[Dataset content — start]
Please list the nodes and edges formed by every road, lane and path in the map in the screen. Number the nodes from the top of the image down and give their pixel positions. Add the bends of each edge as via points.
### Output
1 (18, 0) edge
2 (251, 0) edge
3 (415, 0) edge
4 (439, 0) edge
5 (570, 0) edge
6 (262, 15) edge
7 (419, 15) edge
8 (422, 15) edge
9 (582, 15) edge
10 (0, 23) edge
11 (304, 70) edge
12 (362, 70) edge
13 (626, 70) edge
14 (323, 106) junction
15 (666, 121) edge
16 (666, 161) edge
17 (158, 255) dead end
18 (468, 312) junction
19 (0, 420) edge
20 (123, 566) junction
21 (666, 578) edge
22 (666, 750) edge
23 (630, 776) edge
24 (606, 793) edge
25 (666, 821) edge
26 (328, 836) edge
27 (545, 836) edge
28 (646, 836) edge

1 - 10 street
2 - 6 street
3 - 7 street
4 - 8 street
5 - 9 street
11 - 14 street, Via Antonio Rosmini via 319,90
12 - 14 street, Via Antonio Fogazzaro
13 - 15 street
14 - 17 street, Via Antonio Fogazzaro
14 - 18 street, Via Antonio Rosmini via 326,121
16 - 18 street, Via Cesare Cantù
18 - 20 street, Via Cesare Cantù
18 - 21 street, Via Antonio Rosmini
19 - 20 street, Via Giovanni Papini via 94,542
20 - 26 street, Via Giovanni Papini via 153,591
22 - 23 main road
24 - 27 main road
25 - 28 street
[Dataset content — finish]
Return all the lines shown above, precisely as they stand.

Please list the nodes and edges formed by every road, lane and path in the map in the screen. Number the nodes from the top of the image down and give their pixel positions. Add the bends of each edge as via points.
### Output
1 (18, 0) edge
2 (251, 0) edge
3 (415, 0) edge
4 (439, 0) edge
5 (570, 0) edge
6 (262, 15) edge
7 (419, 15) edge
8 (422, 15) edge
9 (582, 15) edge
10 (0, 23) edge
11 (304, 70) edge
12 (362, 70) edge
13 (626, 70) edge
14 (323, 106) junction
15 (666, 121) edge
16 (666, 161) edge
17 (158, 255) dead end
18 (468, 312) junction
19 (0, 420) edge
20 (123, 566) junction
21 (666, 578) edge
22 (666, 750) edge
23 (630, 776) edge
24 (606, 793) edge
25 (666, 821) edge
26 (328, 836) edge
27 (545, 836) edge
28 (646, 836) edge

1 - 10 street
2 - 6 street
3 - 7 street
4 - 8 street
5 - 9 street
11 - 14 street, Via Antonio Rosmini via 319,90
12 - 14 street, Via Antonio Fogazzaro
13 - 15 street
14 - 17 street, Via Antonio Fogazzaro
14 - 18 street, Via Antonio Rosmini via 326,121
16 - 18 street, Via Cesare Cantù
18 - 20 street, Via Cesare Cantù
18 - 21 street, Via Antonio Rosmini
19 - 20 street, Via Giovanni Papini via 94,542
20 - 26 street, Via Giovanni Papini via 153,591
22 - 23 main road
24 - 27 main road
25 - 28 street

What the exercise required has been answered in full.